Background: Preclinical rodent studies have demonstrated reduced cocaine taking after administration of glucagon-like peptide 1 (GLP-1) analogues. We investigated effects of a GLP-1 analogue (exenatide) on behavioral and subjective effects of cocaine in individuals with cocaine use disorder (CUD).
Methods: Non-treatment-seeking CUD subjects underwent two human laboratory cocaine self-administration test sessions following an acute 3 -h pre-treatment with exenatide (5 mcg; subcutaneously) or placebo. Primary outcomes consisted of infusions of cocaine and visual analog scale self-ratings of euphoria and wanting cocaine. Secondary outcomes consisted of pertinent hormone levels (GLP-1, insulin, and amylin).

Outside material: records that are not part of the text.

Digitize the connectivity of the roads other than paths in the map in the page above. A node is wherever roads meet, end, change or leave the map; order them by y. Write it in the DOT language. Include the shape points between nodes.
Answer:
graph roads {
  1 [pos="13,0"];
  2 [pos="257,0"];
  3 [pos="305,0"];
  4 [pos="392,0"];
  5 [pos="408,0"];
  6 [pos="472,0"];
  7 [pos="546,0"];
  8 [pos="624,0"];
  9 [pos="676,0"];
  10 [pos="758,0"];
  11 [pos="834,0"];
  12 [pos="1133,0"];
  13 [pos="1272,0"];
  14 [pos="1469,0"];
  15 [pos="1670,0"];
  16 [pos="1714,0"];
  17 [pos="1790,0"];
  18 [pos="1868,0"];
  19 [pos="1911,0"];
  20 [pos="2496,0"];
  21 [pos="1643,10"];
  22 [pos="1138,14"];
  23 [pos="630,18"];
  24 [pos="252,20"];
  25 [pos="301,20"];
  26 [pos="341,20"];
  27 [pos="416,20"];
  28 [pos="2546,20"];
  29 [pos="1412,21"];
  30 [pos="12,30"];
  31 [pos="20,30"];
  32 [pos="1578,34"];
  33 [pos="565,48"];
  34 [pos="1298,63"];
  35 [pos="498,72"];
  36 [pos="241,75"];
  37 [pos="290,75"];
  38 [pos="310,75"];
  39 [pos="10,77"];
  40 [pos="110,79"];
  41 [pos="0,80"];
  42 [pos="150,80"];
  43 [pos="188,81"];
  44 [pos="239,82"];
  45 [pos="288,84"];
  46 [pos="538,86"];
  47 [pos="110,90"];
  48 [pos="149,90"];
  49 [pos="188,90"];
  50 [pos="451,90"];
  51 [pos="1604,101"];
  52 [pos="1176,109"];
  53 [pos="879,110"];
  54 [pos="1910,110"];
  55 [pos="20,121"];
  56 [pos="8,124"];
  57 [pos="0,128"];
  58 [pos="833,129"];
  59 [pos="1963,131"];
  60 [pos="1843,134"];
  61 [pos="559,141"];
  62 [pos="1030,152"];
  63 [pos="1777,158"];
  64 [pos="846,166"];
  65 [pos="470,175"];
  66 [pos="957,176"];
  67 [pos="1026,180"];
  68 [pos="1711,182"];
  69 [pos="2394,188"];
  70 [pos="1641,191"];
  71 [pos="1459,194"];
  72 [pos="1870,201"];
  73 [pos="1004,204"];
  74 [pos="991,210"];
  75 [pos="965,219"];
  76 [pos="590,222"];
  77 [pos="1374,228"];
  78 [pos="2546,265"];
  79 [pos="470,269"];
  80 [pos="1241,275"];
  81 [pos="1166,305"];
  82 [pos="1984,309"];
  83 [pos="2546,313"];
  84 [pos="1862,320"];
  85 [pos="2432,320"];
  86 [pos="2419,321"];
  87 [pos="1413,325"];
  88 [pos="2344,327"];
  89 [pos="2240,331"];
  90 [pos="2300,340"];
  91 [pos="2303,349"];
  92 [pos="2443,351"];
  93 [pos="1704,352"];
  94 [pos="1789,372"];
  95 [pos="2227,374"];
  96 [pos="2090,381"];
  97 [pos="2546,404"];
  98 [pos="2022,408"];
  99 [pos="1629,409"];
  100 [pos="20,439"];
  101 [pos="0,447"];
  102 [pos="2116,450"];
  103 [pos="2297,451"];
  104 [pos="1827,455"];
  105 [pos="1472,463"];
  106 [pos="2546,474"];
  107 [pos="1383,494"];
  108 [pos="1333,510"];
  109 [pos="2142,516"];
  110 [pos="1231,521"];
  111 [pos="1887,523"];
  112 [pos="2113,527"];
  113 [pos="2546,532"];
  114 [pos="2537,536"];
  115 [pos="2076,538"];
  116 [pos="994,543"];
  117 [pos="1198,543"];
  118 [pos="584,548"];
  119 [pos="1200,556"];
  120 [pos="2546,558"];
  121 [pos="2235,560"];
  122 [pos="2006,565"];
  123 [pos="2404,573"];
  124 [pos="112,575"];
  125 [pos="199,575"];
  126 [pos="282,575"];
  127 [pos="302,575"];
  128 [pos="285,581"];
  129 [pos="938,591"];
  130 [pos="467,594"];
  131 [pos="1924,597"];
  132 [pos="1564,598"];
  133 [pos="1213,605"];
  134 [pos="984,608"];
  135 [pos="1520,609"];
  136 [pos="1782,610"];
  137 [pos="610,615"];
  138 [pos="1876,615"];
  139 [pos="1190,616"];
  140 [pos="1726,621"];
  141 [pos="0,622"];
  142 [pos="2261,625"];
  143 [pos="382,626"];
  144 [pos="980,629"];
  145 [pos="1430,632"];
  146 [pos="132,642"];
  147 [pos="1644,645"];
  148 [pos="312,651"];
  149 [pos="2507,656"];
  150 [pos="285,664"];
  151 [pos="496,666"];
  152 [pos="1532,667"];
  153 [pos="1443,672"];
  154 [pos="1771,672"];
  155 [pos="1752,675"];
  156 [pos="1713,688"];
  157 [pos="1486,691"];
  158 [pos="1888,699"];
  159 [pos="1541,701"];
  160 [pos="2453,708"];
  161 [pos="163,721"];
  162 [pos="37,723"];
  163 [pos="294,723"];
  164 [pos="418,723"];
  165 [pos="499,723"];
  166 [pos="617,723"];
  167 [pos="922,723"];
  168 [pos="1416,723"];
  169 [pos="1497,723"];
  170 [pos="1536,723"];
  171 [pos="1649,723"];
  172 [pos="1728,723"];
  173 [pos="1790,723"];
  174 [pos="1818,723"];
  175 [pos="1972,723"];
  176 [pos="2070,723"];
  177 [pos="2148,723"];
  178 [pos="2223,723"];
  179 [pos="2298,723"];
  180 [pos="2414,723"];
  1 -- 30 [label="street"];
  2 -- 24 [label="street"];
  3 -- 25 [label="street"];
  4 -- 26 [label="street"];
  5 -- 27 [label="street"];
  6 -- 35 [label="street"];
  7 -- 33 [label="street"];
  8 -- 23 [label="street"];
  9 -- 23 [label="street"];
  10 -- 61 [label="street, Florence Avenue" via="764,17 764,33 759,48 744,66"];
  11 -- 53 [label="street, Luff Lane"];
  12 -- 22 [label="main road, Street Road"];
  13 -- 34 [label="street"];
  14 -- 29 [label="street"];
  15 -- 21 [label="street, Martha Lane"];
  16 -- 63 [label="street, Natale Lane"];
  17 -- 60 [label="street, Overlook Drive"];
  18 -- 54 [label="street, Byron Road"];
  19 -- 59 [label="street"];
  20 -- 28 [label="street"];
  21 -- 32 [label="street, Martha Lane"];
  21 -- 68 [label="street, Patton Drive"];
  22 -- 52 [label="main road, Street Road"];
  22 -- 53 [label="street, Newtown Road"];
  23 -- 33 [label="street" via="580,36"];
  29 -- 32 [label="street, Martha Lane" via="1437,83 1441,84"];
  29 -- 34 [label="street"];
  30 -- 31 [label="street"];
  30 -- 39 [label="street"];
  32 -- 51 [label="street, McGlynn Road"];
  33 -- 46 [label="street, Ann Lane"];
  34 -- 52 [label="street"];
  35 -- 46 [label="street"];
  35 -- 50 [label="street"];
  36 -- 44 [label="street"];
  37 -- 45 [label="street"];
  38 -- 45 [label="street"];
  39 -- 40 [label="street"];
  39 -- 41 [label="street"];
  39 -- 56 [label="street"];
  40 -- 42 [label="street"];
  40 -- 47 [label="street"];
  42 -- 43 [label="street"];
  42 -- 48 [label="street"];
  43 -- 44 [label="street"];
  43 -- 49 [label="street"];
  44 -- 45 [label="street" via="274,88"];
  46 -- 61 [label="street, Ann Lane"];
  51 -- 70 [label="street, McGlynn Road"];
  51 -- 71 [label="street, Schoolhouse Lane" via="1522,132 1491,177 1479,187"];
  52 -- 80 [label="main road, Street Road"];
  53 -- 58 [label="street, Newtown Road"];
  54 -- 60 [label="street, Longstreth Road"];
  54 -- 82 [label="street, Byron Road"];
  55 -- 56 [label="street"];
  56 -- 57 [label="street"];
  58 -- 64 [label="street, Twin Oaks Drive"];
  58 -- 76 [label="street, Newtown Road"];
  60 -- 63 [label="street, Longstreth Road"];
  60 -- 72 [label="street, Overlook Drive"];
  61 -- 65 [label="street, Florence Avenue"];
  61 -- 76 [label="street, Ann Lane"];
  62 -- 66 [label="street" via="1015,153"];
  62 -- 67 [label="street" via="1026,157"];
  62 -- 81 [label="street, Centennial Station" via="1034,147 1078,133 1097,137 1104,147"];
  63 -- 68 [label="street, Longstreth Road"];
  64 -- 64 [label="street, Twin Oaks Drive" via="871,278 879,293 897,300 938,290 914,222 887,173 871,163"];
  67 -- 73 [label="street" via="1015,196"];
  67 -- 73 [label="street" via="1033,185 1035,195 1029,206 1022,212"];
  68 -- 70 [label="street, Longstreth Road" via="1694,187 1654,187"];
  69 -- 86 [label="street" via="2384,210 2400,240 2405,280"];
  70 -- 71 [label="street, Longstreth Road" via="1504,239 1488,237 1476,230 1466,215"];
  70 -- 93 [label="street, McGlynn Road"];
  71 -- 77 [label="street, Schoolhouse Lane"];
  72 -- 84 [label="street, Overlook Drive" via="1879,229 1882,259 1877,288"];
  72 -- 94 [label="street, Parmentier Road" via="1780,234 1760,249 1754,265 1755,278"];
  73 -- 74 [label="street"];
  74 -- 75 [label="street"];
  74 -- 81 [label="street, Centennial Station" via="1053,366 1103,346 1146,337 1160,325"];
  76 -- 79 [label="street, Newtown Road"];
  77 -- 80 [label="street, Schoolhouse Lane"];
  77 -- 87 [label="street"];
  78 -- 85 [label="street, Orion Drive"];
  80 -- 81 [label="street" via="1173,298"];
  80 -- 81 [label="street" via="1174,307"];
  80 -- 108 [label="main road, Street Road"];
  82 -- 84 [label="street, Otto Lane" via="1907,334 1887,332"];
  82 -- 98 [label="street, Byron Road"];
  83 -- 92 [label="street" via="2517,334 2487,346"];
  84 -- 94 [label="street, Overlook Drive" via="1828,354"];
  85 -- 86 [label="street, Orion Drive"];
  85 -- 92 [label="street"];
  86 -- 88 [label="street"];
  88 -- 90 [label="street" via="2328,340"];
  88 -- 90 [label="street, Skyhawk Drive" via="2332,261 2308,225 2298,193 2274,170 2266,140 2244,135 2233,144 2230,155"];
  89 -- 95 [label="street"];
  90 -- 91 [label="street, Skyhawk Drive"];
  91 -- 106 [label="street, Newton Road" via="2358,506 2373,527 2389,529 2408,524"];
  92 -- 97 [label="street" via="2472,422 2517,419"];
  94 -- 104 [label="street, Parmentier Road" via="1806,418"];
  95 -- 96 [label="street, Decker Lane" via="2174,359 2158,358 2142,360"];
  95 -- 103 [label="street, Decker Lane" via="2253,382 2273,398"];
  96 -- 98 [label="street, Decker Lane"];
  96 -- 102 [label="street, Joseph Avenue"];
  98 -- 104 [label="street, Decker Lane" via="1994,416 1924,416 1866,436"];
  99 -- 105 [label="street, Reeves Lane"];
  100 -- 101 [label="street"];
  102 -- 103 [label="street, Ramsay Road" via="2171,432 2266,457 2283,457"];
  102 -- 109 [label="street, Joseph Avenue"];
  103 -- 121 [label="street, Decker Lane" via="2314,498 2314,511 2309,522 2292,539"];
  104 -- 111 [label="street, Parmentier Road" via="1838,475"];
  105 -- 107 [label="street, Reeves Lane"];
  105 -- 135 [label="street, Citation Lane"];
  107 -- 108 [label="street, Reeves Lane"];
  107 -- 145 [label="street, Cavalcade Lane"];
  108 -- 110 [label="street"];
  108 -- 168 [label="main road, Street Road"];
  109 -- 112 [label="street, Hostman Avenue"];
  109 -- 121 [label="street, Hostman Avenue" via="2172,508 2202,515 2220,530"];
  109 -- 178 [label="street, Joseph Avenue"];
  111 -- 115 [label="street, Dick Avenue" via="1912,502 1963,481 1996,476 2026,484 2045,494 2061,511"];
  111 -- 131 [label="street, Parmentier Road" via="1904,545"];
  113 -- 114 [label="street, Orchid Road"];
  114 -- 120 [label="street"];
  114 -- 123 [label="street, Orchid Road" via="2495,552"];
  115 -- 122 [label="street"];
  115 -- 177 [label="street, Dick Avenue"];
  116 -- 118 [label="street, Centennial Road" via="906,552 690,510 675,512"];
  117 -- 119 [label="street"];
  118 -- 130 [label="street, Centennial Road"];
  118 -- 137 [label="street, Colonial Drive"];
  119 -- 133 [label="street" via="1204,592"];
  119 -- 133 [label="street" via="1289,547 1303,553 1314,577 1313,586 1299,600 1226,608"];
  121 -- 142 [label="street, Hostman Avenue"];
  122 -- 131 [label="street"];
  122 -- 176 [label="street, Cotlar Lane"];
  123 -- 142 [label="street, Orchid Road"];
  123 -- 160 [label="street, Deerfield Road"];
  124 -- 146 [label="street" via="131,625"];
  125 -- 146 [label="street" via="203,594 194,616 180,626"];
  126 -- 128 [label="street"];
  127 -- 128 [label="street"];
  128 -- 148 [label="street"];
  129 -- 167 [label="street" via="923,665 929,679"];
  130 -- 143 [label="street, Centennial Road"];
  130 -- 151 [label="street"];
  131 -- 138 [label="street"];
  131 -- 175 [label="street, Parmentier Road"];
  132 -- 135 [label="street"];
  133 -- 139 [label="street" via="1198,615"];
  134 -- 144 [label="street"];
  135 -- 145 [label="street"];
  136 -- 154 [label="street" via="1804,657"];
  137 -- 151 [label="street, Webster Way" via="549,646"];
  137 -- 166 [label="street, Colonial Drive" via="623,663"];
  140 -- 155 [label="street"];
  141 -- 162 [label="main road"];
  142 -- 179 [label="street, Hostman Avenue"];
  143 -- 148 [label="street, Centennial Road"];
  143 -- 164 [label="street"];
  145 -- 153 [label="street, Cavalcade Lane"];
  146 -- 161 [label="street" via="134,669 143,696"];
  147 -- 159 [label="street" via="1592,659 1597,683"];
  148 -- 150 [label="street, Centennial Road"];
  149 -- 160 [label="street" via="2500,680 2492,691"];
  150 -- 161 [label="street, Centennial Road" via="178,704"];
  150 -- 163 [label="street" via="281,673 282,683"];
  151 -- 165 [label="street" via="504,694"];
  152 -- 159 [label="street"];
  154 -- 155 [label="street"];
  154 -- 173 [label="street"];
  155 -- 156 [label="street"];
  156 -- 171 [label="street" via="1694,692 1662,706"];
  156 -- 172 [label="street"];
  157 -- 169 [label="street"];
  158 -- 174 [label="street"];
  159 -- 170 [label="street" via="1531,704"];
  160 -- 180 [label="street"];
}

Results: Thirteen individuals completed the study. Acute pretreatment with exenatide versus placebo did not change cocaine infusions (8.5 ± 1.2 vs. 9.1 ± 1.2; p = 0.39), self-reported euphoria (4.4 ± 0.8 vs. 4.1 ± 0.8; p = 0.21), or wanting of cocaine (5.6 ± 0.9 vs. 5.4 ± 0.9; p = 0.46). Exenatide vs. placebo reduced levels of GLP-1 (p = 0.03) and insulin (p = 0.02). Self-administered cocaine also reduced levels of GLP-1 (p < 0.0001), insulin (p < 0.0001), and amylin (p < 0.0001).
Conclusions: We did not find evidence that low dose exenatide alters cocaine self-administration or the subjective effects of cocaine in people with CUD. Limitations such as single acute rather than chronic pre-treatment, as well as evaluation of only one dose, preclude drawing firm conclusions about the efficacy of exenatide. Exenatide and cocaine independently reduced levels of GLP-1 and insulin, while cocaine also reduced levels of amylin.
Keywords: Addictive behaviors; Cocaine self-administration; Cocaine use disorder; Exenatide; GLP-1; Substance-related disorders.